# PROBLEM TO SOLVE
Every line in the entries that holds "Flogstavägen" should be identified and copied.

Stored data entries:
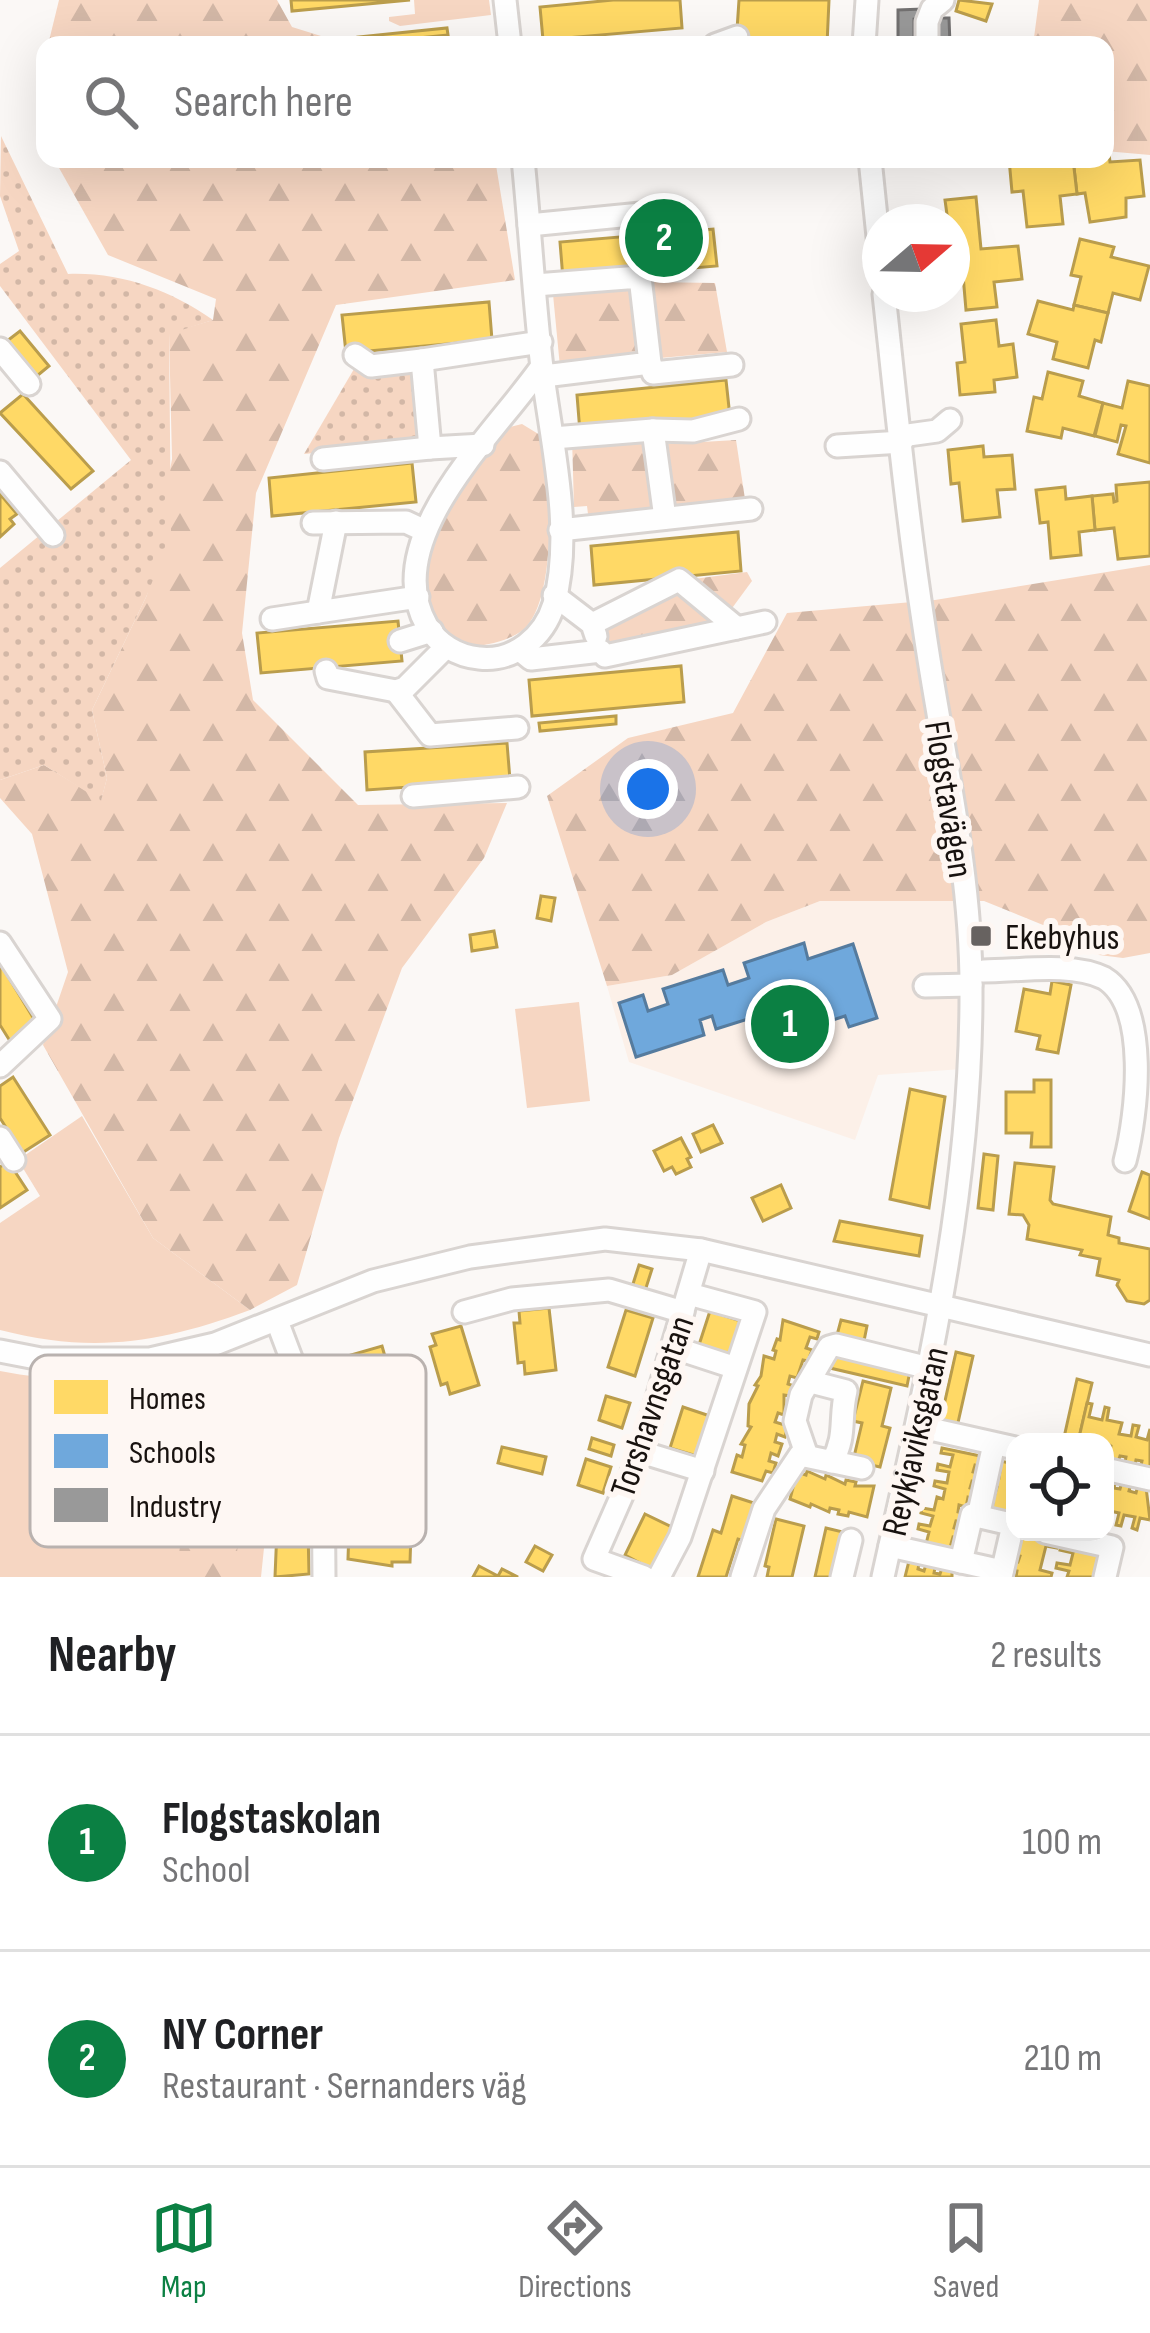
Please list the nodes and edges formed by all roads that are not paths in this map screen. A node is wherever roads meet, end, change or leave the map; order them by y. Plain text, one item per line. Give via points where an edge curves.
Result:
1 (505, 0) edge
2 (867, 0) edge
3 (943, 0) edge
4 (927, 33) edge
5 (509, 36) edge
6 (865, 36) edge
7 (524, 168) edge
8 (871, 168) edge
9 (875, 204) edge
10 (640, 214) dead end
11 (529, 225) junction
12 (535, 285) junction
13 (886, 312) edge
14 (541, 342) junction
15 (0, 349) edge
16 (355, 355) dead end
17 (422, 360) junction
18 (650, 362) junction
19 (732, 365) dead end
20 (543, 371) junction
21 (29, 384) dead end
22 (739, 419) dead end
23 (950, 420) dead end
24 (652, 430) junction
25 (553, 438) junction
26 (901, 439) junction
27 (483, 446) junction
28 (837, 446) dead end
29 (430, 448) junction
30 (322, 459) dead end
31 (0, 472) edge
32 (751, 509) dead end
33 (665, 518) junction
34 (423, 530) junction
35 (560, 530) junction
36 (53, 535) dead end
37 (554, 596) junction
38 (418, 597) junction
39 (318, 612) junction
40 (272, 619) dead end
41 (765, 622) dead end
42 (592, 624) junction
43 (737, 628) junction
44 (439, 639) junction
45 (400, 641) dead end
46 (520, 650) junction
47 (601, 651) junction
48 (326, 671) dead end
49 (396, 692) junction
50 (518, 728) dead end
51 (518, 787) dead end
52 (413, 796) dead end
53 (0, 943) edge
54 (977, 978) junction
55 (925, 986) dead end
56 (0, 1066) edge
57 (0, 1138) edge
58 (14, 1160) dead end
59 (1125, 1161) dead end
60 (700, 1250) junction
61 (686, 1303) junction
62 (941, 1304) junction
63 (464, 1312) dead end
64 (277, 1321) junction
65 (672, 1347) junction
66 (0, 1351) edge
67 (167, 1355) edge
68 (290, 1355) edge
69 (1150, 1355) edge
70 (30, 1357) edge
71 (736, 1368) junction
72 (929, 1368) junction
73 (812, 1382) junction
74 (916, 1426) junction
75 (1005, 1446) edge
76 (641, 1452) junction
77 (807, 1456) junction
78 (832, 1462) junction
79 (862, 1468) dead end
80 (1114, 1470) edge
81 (703, 1471) junction
82 (1150, 1479) edge
83 (978, 1517) junction
84 (1006, 1523) edge
85 (851, 1540) dead end
86 (1010, 1541) edge
87 (1093, 1541) edge
88 (890, 1546) junction
89 (324, 1547) edge
90 (961, 1562) junction
91 (1001, 1574) edge
92 (324, 1577) edge
93 (644, 1577) edge
94 (659, 1577) edge
95 (742, 1577) edge
96 (842, 1577) edge
97 (884, 1577) edge
98 (1105, 1577) edge

1 - 5 street
2 - 6 street
3 - 4 street
7 - 11 street
8 - 9 street
10 - 11 street
11 - 12 street
12 - 14 street
12 - 18 street via 640,277
13 - 26 street, Flogstavägen
14 - 17 street
14 - 20 street
15 - 21 street
16 - 17 street via 371,366
17 - 29 street
18 - 19 street via 653,373
18 - 20 street
20 - 25 street
20 - 27 street
22 - 24 street via 693,431
23 - 26 street
24 - 25 street
24 - 33 street
25 - 35 street
26 - 28 street
26 - 54 street, Flogstavägen
27 - 29 street
27 - 34 street
29 - 30 street
31 - 36 street
32 - 33 street
33 - 35 street
34 - 38 street
34 - 39 street via 406,522 325,523
35 - 37 street
37 - 42 street
37 - 46 street via 540,634
38 - 39 street
38 - 44 street
39 - 40 street
41 - 43 street
42 - 43 street via 679,580
42 - 47 street
43 - 47 street
44 - 45 street
44 - 46 street via 477,658
44 - 49 street
46 - 47 street via 531,658
48 - 49 street via 328,678
49 - 50 street via 430,735
51 - 52 street
53 - 56 street via 50,1019
54 - 55 street
54 - 59 street via 1068,970 1103,977 1123,993 1134,1018 1140,1088
54 - 62 street, Flogstavägen via 964,1168
57 - 58 street
60 - 61 street, Torshavnsgatan
60 - 62 street
60 - 64 street via 605,1239 489,1254 373,1281
61 - 63 street via 609,1290
61 - 65 street, Torshavnsgatan
61 - 71 street via 755,1312
62 - 69 street
62 - 72 street, Reykjaviksgatan
64 - 67 street
64 - 68 street
65 - 71 street
65 - 76 street, Torshavnsgatan
66 - 70 street
71 - 81 street
72 - 73 street via 836,1345
72 - 74 street, Reykjaviksgatan
73 - 77 street via 795,1421
73 - 78 street via 846,1390 845,1438
74 - 75 street
74 - 88 street, Reykjaviksgatan
75 - 83 street
76 - 81 street
76 - 93 street, Torshavnsgatan via 594,1559
77 - 78 street
77 - 95 street via 800,1455 764,1509
78 - 79 street
80 - 82 street
81 - 94 street
83 - 84 street
83 - 90 street via 972,1515
85 - 96 street
86 - 91 street
87 - 98 street via 1112,1547
88 - 90 street
88 - 97 street, Reykjaviksgatan
89 - 92 street
90 - 91 street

# TASK SOLUTION
13 - 26 street, Flogstavägen
26 - 54 street, Flogstavägen
54 - 62 street, Flogstavägen via 964,1168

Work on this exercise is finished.